The challenge, he added, will be to get the rotation down to three fairly soon and ultimately two as quickly as possible in camp.
“That’s really all you can afford to get ready during the course of the season during game weeks is two guys,” Whittingham said.
MEDIA DAZE: Pac-12 coaches were part of a whirlwind bicoastal media tour that began with a trip back East to ESPN headquarters in Connecticut and concluded with the California gathering. Whittingham and the other 11 coaches made the journey in private jets, arriving back in Los Angeles Thursday evening.
“It’s been good. Travel wears on you a little bit, but I think overall it’s well worth your time,” Whittingham said. “It’s good for the conference. It’s good for our program. It’s good for the university. So it’s a good thing.”
TOGETHER AGAIN: Utah tight end Jake Murphy and defensive end Trevor Reilly joined two players from each Pac-12 team for dinner at a steakhouse Thursday night. For Murphy, it was a reunion of sorts with American Fork neighbor Xavier Su’a-Filo. He’s been buddies with UCLA’s 6-foot-3, 304-pound All-American offensive lineman since about eight grade.
“It was good to see him again and meet the other players,” Murphy said. “We just kind of hung out and talked. It was fun.”

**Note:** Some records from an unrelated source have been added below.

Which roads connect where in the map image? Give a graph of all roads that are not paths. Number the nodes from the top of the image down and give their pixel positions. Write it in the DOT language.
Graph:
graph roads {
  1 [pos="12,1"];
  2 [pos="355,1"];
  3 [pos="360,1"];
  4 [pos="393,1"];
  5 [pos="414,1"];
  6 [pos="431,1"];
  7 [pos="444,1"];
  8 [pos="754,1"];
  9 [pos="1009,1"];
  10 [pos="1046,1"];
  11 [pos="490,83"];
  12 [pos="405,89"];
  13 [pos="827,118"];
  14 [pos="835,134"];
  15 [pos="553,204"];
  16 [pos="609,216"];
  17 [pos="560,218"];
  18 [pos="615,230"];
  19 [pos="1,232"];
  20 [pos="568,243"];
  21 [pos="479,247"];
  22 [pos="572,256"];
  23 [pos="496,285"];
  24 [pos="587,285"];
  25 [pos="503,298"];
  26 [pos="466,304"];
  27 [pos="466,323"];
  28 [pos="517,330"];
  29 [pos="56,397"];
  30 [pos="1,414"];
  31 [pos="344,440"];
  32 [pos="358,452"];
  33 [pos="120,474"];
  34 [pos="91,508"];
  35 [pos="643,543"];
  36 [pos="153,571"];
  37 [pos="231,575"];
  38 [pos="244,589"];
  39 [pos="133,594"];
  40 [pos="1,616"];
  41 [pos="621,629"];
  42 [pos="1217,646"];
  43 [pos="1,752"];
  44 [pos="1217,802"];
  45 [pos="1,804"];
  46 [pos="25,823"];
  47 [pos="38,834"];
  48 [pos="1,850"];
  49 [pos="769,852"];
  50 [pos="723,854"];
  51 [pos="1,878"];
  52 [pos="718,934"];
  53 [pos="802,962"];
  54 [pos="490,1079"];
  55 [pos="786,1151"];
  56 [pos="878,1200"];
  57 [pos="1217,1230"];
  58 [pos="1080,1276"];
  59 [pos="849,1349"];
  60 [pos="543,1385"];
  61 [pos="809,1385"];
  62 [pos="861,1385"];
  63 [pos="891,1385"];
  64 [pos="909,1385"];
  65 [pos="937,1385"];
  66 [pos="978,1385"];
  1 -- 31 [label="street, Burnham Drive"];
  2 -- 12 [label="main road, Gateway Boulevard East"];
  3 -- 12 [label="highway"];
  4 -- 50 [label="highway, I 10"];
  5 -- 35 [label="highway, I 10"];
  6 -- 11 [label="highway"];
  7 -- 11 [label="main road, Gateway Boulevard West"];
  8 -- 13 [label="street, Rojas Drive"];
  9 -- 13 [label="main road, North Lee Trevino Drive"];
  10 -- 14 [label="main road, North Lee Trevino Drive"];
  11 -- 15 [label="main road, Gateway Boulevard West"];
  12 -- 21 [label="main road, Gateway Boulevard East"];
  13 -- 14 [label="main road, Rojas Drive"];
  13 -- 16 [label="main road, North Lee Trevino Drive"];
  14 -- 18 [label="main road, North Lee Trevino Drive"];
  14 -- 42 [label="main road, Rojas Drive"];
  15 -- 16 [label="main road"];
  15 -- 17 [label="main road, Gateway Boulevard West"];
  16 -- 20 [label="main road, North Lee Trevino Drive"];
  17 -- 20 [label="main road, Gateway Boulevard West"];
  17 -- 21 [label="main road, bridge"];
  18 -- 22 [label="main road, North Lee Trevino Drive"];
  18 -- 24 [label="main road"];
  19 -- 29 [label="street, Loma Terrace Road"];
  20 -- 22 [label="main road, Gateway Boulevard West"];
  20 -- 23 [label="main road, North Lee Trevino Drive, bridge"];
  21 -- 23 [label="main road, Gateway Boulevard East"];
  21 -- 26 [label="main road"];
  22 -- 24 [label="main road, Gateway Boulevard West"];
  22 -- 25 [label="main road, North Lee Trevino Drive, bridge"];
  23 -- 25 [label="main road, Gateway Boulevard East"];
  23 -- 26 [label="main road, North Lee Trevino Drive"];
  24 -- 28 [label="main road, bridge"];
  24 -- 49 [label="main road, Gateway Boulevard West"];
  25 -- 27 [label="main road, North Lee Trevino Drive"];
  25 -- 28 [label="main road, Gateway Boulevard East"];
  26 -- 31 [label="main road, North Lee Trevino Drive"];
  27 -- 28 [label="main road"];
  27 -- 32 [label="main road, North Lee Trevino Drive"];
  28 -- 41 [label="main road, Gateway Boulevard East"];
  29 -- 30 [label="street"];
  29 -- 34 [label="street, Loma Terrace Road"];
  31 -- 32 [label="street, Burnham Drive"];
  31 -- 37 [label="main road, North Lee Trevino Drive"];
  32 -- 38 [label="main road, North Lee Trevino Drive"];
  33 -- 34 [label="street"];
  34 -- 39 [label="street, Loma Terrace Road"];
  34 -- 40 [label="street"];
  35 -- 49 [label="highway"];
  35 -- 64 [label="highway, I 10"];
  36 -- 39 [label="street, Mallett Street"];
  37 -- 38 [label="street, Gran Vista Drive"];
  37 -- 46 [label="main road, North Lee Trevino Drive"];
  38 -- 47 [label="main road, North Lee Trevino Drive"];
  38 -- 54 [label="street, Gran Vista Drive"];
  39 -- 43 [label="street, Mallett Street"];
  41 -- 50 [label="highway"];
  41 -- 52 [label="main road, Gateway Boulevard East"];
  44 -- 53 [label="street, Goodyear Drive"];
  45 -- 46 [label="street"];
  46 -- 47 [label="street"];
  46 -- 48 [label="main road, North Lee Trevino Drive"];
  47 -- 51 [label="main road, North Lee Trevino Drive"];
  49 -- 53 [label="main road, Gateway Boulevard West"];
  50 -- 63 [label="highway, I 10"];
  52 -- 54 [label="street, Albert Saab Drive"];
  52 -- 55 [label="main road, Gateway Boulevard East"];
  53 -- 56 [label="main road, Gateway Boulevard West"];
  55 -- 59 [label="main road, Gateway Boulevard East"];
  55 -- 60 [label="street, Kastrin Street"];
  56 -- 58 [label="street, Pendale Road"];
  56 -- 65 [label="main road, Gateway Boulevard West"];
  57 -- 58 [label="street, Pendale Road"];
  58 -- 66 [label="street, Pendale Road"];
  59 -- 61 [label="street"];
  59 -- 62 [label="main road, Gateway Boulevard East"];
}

Other players attending media day included: wide receiver Terrence Miller (Arizona), linebacker Jake Fischer (Arizona), quarterback Trevor Kelly (Arizona State), defensive tackle Will Sutton (Arizona State), wide receiver Bryce Treggs (California), linebacker Nick Forbes (California), wide receiver Paul Richardson (Colorado), defensive end Chidera Uzo-Diribe (Colorado), quarterback Marcus Mariota (Oregon), cornerback Ifo Ekpre-Olomu (Oregon), wide receiver Brandin Cooks (Oregon State), defensive back Rashaad Reynolds (Oregon State), offensive lineman David Yankey (Stanford), linebacker Shayne Skov (Stanford), linebacker Anthony Barr (UCLA), wide receiver Marqise Lee (USC), linebacker Hayes Pullard (USC), quarterback Keith Price (Washington), defensive back Sean Parker (Washington), offensive lineman Elliott Bosch (Washington State) and defensive back Deone Bucannon (Washington State).
OTHER OPTIONS: When asked about getting the Pac-12 Networks on DirecTV, Scott pulled out a list of 50 sports channels (big, small, national, regional) that are currently carried by the provider. Adding the Pac-12’s programming, however, doesn’t appear to be imminent.
“We feel bad that our fans are in this position,” said Scott, who noted that the carrier has drawn a line in the sand for whatever reason and has stopped investing in sports.
“We’re getting rope-a-doped by DirecTV,” said Scott, who wants to give fans as much notice as possible to explore options as the football season approaches.
The Pac-12 has introduced an assistance program on its official website (Pac-12.org) to help fans make the switch.